Ruth season at Elizabeth Gaskell’s House online
Sarah-Clare Conlon, Literature EditorThroughout 2025, the team at Elizabeth Gaskell’s House is taking a deep dive into Ruth, one of the famous 19th-century author’s most shocking texts. Her novel about a single mother was “banned, burned and denounced from the pulpit” for its controversial storyline.
A ground-breaking work, it is now recognised as the first mainstream novel to tell the story of a ‘fallen woman’ sympathetically. The story centres on the beautiful young Ruth, who loses her home and her job as a seamstress after being seduced by the gentleman Henry Bellingham. She seeks redemption through love for her illegitimate child as she hides from social judgement. Elizabeth Gaskell brought this story to shocked Victorian readers and it still challenges us to consider our attitudes to sex and sin today.
The online talks will give audiences the chance to find out more about the contexts in which Ruth was written, exploring the influence of Victorian society and the industrial Manchester in which Elizabeth Gaskell lived on social change and attitudes, and examining her novel against others published at the same time by authors from Charlotte Brontë to Charles Dickens.
Talks take place 7-8pm and tickets are £6; check out the Elizabeth Gaskell’s House website for all the information and booking links. The season continues on 7 & 21 May, 4 June, 3 September, 1 & 15 October and 19 November (we’ll bring you more on those as the year progresses). The season streams from Elizabeth Gaskell’s House on Manchester’s Plymouth Grove in Chorlton-on-Medlock, but if you can, you should also try and visit in person – just awarded official museum status, the venue is celebrating its 10-year anniversary of opening to the public – read more here.
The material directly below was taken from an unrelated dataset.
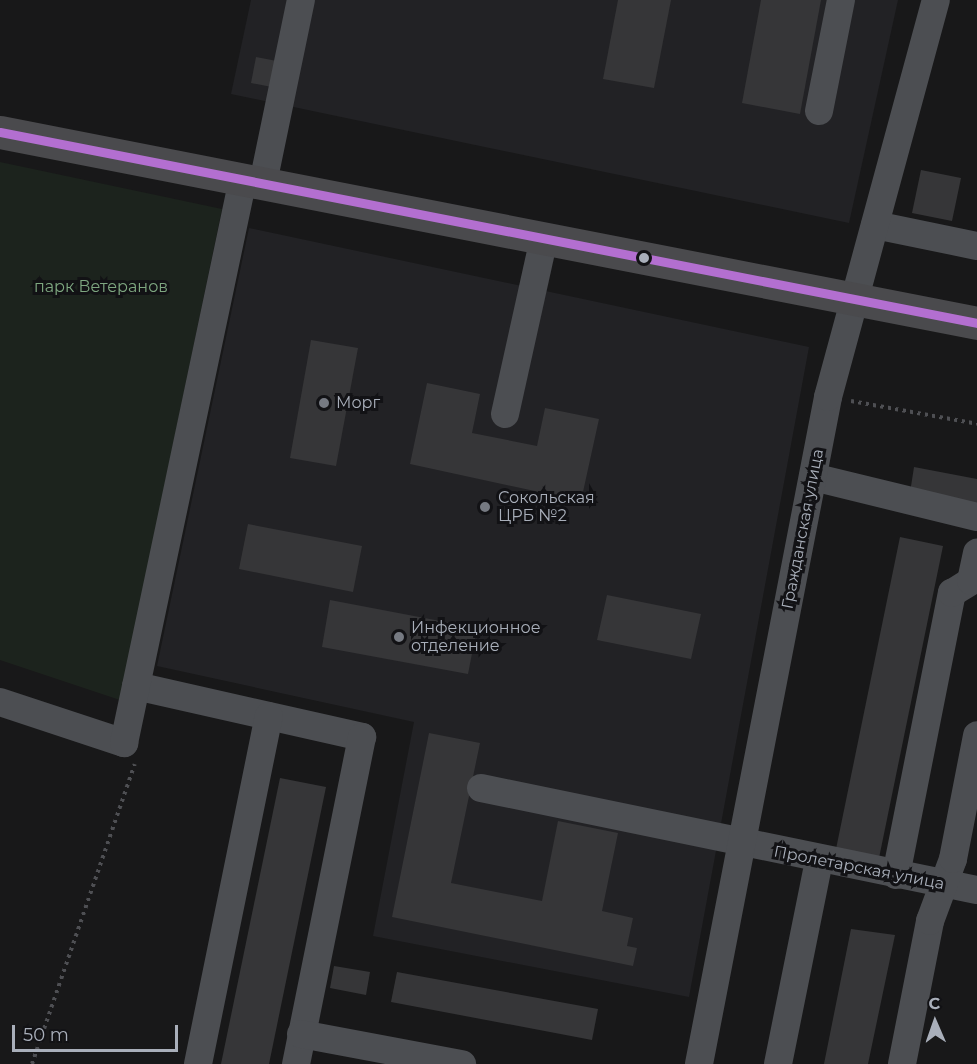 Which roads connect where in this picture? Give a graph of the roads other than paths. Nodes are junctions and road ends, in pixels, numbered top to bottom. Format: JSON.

Ruth – An Introduction (Wednesday 15 January) The 2025 season of Ruth events unfolds with a special introduction to the novel – as the respectable wife of a Unitarian minister, why was Elizabeth Gaskell the first to tell the story of a ‘fallen woman’? How did her writing challenge contemporary stereotypes? What about Elizabeth’s real-life plea to Charles Dickens for help with a seduced teenager? Find out more with speaker Elizabeth Williams.
The Real Ruth – Mapping Elizabeth Gaskell’s Ruth (Wednesday 29 January) Enjoy a literary journey of discovery as Dr Diane Duffy takes you on a virtual visit to some of the places, buildings and landmarks featured in Elizabeth Gaskell’s classic novel. This intriguing talk will interest anyone who wants to find out more about the historic reality of Elizabeth’s writing with vivid descriptions and extracts from the book mapping the way to locations around Cheshire and the English and Welsh countryside.
Motherhood – The Good, The Bad and The Tolerable (Wednesday 26 March) Elizabeth Gaskell’s novels are often pre-occupied with mothers and motherhood. The role of mother was regarded as the peak of Victorian womanhood – women were thought to be domestic angels, designed for the sacred role. With four daughters herself, Elizabeth Gaskell was once dismissed as a cosy writer of domesticity, wrongly regarded as being ‘unintellectual… and easily shocked’. So, what did she actually have to say about motherhood in her writing? Sherry Ashworth delves into Elizabeth Gaskell’s literary mothers and shines a light on the depictions of motherhood in other 19th-century novels, from the ghastly Mrs Gibson in Wives and Daughters to the iconic Mrs Bennet in Jane Austen’s Pride and Prejudice and Marmee in Louisa May Alcott’s Little Women.